He never tired, either, of seeing deer, raccoons, foxes and mountain lions. When he sat still, he claims, chickadees would come and sit on his finger.

Turner kept no pets, but befriended one coyote he called Susie, who seemed to be ailing after she had a litter of pups. “I gave her some food to kind of help her along,” he recalled. “A few months later I was walking around one night and heard a noise. I look around and here’s five of her babies prancing along behind me. . . . They wanted to let me know they knew me.”

A former tow truck driver and sometime gold prospector, Turner first went to Mt. Wilson in 1973 as a security guard at a mountaintop park.
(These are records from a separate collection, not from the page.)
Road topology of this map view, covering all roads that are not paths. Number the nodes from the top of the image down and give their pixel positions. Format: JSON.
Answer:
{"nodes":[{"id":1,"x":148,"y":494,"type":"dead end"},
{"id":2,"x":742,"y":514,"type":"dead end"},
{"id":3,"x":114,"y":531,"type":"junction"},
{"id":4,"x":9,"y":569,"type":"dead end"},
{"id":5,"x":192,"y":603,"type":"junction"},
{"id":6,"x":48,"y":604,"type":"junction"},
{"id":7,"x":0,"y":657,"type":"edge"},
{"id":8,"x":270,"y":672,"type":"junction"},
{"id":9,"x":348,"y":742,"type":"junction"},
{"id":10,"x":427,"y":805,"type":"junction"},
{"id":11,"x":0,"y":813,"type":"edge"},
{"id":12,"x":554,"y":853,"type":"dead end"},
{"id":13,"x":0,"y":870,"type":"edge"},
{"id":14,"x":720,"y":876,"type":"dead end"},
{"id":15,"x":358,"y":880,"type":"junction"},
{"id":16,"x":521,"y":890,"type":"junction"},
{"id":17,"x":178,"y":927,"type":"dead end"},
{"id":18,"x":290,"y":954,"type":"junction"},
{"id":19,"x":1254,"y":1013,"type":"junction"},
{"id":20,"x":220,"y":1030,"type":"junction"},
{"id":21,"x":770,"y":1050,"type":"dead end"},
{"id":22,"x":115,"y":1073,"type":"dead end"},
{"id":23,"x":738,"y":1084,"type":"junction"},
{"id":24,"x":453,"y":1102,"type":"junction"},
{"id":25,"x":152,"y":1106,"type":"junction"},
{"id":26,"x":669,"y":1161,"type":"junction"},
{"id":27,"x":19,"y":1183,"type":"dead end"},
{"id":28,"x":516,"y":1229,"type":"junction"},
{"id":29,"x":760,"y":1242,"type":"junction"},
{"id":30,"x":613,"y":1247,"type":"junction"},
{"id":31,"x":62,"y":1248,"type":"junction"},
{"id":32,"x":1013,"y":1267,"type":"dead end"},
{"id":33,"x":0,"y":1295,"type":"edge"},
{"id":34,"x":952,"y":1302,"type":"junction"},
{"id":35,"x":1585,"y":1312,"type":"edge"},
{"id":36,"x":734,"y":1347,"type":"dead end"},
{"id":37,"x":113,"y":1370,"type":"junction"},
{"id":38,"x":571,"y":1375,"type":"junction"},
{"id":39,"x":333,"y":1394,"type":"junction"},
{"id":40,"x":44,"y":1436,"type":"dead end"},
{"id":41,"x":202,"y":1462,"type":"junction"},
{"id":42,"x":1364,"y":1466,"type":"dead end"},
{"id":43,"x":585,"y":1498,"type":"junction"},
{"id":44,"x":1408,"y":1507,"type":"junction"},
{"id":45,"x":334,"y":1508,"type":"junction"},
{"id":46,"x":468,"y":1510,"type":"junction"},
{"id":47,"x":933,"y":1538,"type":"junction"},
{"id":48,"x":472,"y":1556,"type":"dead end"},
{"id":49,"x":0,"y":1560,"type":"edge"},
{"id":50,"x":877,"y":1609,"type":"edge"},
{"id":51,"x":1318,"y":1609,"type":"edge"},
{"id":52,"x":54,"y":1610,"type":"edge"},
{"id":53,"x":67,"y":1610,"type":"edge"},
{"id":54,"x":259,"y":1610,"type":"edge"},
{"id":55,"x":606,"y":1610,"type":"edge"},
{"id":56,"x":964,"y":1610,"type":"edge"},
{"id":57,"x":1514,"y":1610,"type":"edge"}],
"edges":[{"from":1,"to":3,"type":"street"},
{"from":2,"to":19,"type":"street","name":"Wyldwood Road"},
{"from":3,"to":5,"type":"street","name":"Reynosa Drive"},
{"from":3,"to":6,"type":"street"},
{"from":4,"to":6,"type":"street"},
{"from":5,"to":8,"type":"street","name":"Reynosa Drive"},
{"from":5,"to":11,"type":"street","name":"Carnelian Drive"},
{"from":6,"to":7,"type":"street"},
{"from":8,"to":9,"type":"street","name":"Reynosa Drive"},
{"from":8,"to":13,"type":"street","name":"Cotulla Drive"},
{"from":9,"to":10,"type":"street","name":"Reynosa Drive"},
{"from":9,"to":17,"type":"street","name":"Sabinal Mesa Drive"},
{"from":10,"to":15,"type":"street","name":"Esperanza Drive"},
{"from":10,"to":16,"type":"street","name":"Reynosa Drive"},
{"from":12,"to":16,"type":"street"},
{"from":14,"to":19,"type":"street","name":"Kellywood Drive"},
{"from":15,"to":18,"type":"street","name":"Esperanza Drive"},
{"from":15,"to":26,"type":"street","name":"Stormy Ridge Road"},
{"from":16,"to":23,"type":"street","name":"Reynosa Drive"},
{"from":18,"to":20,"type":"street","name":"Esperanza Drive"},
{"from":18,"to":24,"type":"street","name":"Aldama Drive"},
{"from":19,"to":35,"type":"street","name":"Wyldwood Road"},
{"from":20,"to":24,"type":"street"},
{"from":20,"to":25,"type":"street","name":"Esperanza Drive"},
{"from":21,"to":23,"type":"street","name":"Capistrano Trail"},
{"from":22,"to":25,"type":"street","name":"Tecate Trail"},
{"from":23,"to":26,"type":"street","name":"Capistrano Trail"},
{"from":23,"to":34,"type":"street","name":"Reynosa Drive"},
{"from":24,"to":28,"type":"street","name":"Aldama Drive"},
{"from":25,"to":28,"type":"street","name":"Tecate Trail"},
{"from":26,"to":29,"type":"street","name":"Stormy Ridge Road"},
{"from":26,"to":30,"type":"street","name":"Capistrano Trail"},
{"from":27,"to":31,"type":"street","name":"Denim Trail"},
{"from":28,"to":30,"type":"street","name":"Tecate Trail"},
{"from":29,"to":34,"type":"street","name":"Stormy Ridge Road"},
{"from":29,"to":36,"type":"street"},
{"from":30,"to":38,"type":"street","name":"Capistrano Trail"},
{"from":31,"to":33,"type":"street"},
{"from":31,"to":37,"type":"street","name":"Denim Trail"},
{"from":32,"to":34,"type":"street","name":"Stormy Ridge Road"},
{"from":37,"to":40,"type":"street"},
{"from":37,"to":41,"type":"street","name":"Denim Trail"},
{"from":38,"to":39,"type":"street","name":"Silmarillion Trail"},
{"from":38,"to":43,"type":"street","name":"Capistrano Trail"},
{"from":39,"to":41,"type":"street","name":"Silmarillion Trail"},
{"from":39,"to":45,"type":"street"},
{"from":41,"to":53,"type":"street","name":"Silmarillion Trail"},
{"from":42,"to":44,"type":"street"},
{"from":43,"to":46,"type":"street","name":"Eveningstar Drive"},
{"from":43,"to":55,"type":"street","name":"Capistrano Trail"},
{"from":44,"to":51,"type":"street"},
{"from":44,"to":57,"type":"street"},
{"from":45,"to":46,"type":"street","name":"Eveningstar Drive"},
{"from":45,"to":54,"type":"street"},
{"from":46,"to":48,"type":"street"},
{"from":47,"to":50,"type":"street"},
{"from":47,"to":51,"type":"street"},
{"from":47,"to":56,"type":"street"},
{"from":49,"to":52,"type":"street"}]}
When a live-in caretaker at the TV transmitter retired, Turner replaced him, moving into the one-bedroom apartment there.

Turner provided security, helped station engineers who worked on the transmitter and kept the brush cleared. As technology improved, engineers operated the transmitter by remote control from Los Angeles, and Turner saw less of them. The same was true for other stations that beamed their signals from the mountain.

But Turner remained a fixture. “He was a nice chap, basically calm, but eccentric,” said Jean Biscayart, former manager of KABC’s transmitter. Turner pursued esoteric studies of vitamins, became a vegetarian and believed in UFOs, Biscayart recalled. But he also would help anyone who needed it.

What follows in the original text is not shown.